The former first lady opens up about her early life, her journey to the White House, and the eight history-making years that followed.

It’s not surprising that Obama grew up a rambunctious kid with a stubborn streak and an “I’ll show you” attitude. After all, it takes a special kind of moxie to survive being the first African-American FLOTUS—and not only survive, but thrive. For eight years, we witnessed the adversity the first family had to face, and now we get to read what it was really like growing up in a working-class family on Chicago’s South Side and ending up at the world’s most famous address. As the author amply shows, her can-do attitude was daunted at times by racism, leaving her wondering if she was good enough.
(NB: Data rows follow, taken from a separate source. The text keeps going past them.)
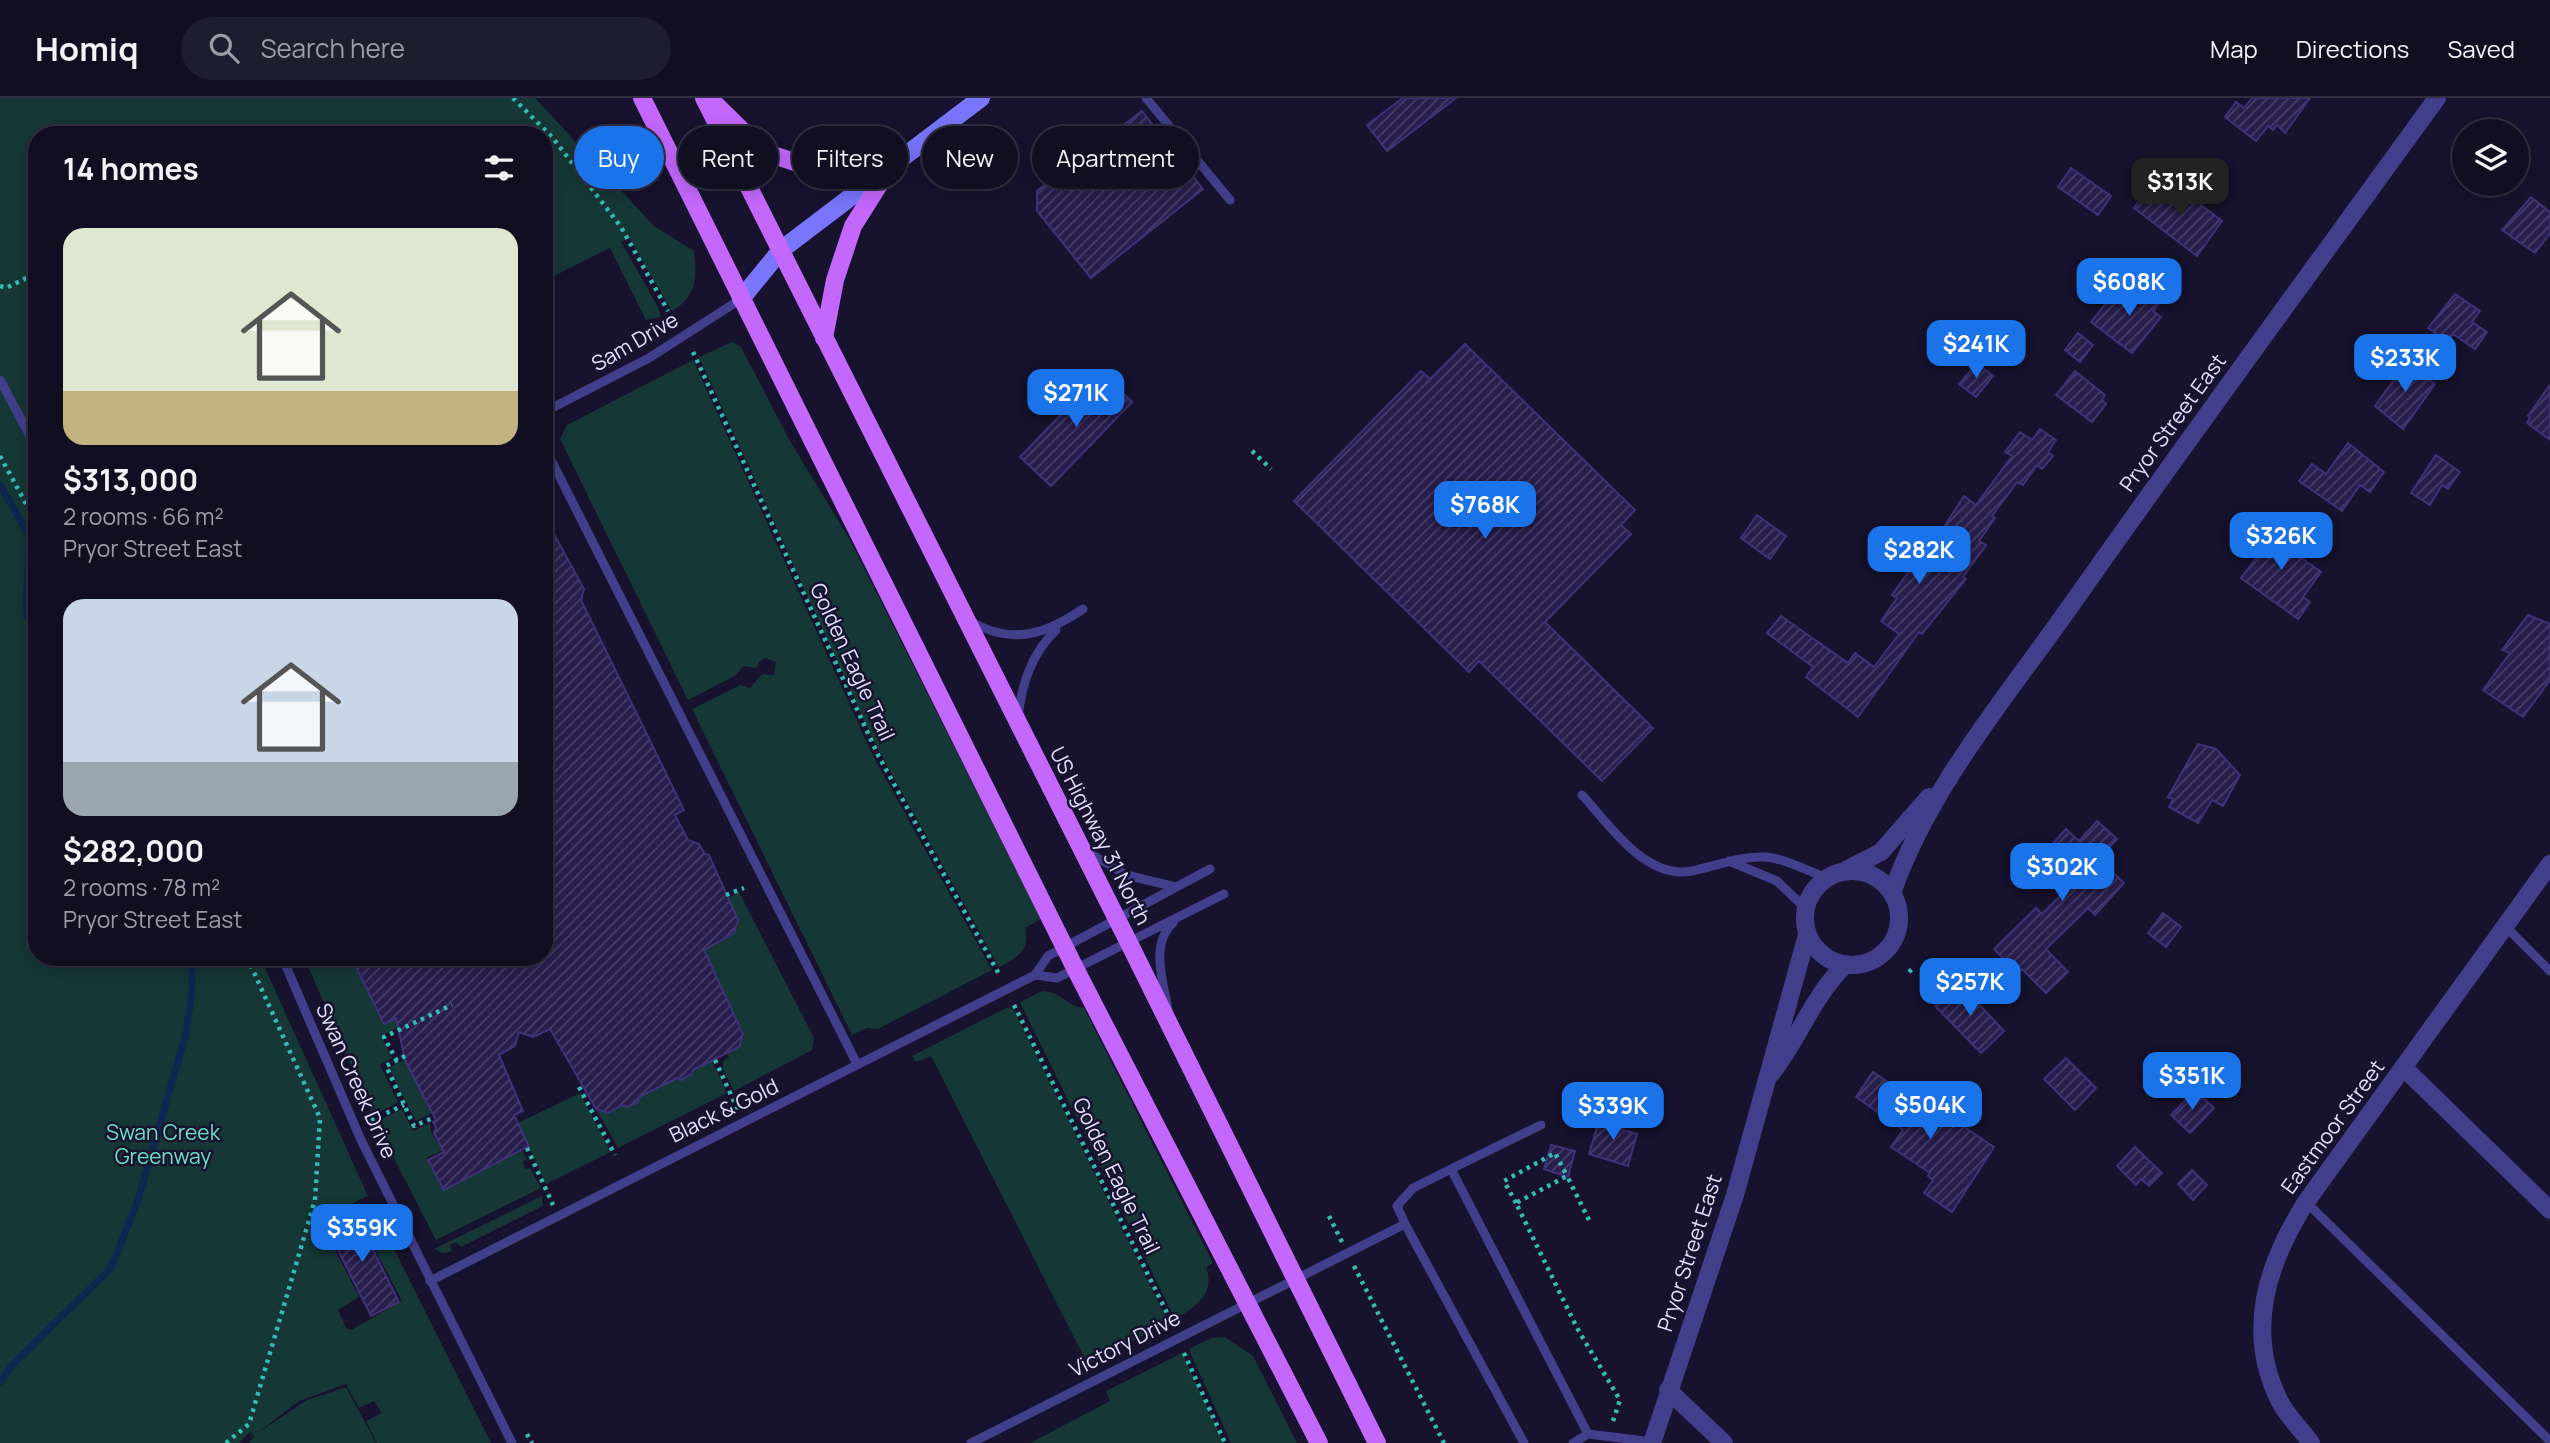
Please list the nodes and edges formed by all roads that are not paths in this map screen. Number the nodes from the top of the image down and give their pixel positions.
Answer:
1 (642, 98) edge
2 (706, 98) edge
3 (981, 98) edge
4 (1146, 98) edge
5 (2437, 98) edge
6 (908, 154) edge
7 (792, 161) edge
8 (862, 189) edge
9 (876, 189) edge
10 (1230, 200) dead end
11 (780, 250) junction
12 (740, 299) junction
13 (824, 338) junction
14 (0, 380) edge
15 (553, 407) edge
16 (28, 432) edge
17 (553, 464) edge
18 (1083, 609) dead end
19 (965, 619) junction
20 (1065, 622) junction
21 (1017, 722) junction
22 (1949, 778) junction
23 (1582, 795) dead end
24 (1080, 845) junction
25 (1727, 861) junction
26 (2550, 864) edge
27 (1210, 869) dead end
28 (1833, 875) junction
29 (1176, 887) junction
30 (1892, 893) junction
31 (1224, 894) dead end
32 (1805, 908) junction
33 (1179, 917) junction
34 (1117, 919) junction
35 (2505, 926) junction
36 (1807, 935) junction
37 (1129, 943) junction
38 (1065, 947) junction
39 (1845, 965) junction
40 (286, 966) edge
41 (1076, 970) junction
42 (2550, 971) edge
43 (1035, 975) junction
44 (1171, 1028) junction
45 (857, 1064) junction
46 (2403, 1067) junction
47 (1769, 1077) junction
48 (1541, 1125) dead end
49 (1451, 1169) junction
50 (2306, 1202) junction
51 (2550, 1210) edge
52 (1405, 1224) junction
53 (1296, 1280) junction
54 (430, 1281) junction
55 (1247, 1303) junction
56 (1668, 1390) junction
57 (1588, 1434) junction
58 (2550, 1441) edge
59 (512, 1443) edge
60 (971, 1443) edge
61 (1319, 1443) edge
62 (1377, 1443) edge
63 (1524, 1443) edge
64 (1573, 1443) edge
65 (1653, 1443) edge
66 (1724, 1443) edge
67 (2311, 1443) edge

1 - 12 main road
2 - 7 main road
2 - 11 main road, US Highway 31 North
3 - 6 main road
4 - 10 lane
5 - 22 street, Pryor Street East
8 - 11 main road
9 - 13 main road
11 - 12 main road
11 - 13 main road, US Highway 31 North
12 - 15 lane, Sam Drive
12 - 38 main road
13 - 19 main road, US Highway 31 North
14 - 16 lane
17 - 45 lane
18 - 20 lane
19 - 20 lane
19 - 21 main road, US Highway 31 North
20 - 21 lane
21 - 24 main road, US Highway 31 North
22 - 28 street, Pryor Street East
22 - 30 street, Pryor Street East
23 - 25 lane
24 - 29 lane
24 - 34 main road, US Highway 31 North
25 - 28 lane
25 - 32 lane
26 - 35 street, Eastmoor Street
27 - 29 lane, Black & Gold
28 - 30 street
28 - 32 street
29 - 34 lane, Black & Gold
30 - 39 street
31 - 33 lane, Black & Gold
32 - 36 street
33 - 37 lane, Black & Gold
33 - 44 lane
34 - 37 main road, US Highway 31 North
34 - 38 lane, Black & Gold
35 - 42 lane
35 - 46 street, Eastmoor Street
36 - 39 street
36 - 47 street, Pryor Street East
37 - 41 lane, Black & Gold
37 - 44 main road, US Highway 31 North
38 - 41 main road
38 - 43 lane, Black & Gold
39 - 47 street, Pryor Street East
40 - 54 lane, Swan Creek Drive
41 - 43 lane, Black & Gold
41 - 55 main road
43 - 45 lane, Black & Gold
44 - 53 main road, US Highway 31 North
45 - 54 lane, Black & Gold
46 - 50 street, Eastmoor Street
46 - 51 street
47 - 56 street, Pryor Street East
48 - 49 lane
49 - 52 lane
49 - 57 lane
50 - 58 lane
50 - 67 street, Eastmoor Street
52 - 53 lane, Victory Drive
52 - 63 lane
53 - 55 lane, Victory Drive
53 - 62 main road, US Highway 31 North
54 - 59 lane, Swan Creek Drive
55 - 60 lane, Victory Drive
55 - 61 main road
56 - 65 street, Pryor Street East
56 - 66 street
57 - 64 lane
57 - 65 lane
Nevertheless, she persisted, graduating from Chicago’s first magnet high school, Princeton, and Harvard Law School, and pursuing careers in law and the nonprofit world. With her characteristic candor and dry wit, she recounts the story of her fateful meeting with her future husband. Once they were officially a couple, her feelings for him turned into a “toppling blast of lust, gratitude, fulfillment, wonder.” But for someone with a “natural resistance to chaos,” being the wife of an ambitious politician was no small feat, and becoming a mother along the way added another layer of complexity. Throw a presidential campaign into the mix, and even the most assured woman could begin to crack under the pressure. Later, adjusting to life in the White House was a formidable challenge for the self-described “control freak”—not to mention the difficulty of sparing their daughters the ugly side of politics and preserving their privacy as much as possible. Through it all, Obama remained determined to serve with grace and help others through initiatives like the White House garden and her campaign to fight childhood obesity. And even though she deems herself “not a political person,” she shares frank thoughts about the 2016 election.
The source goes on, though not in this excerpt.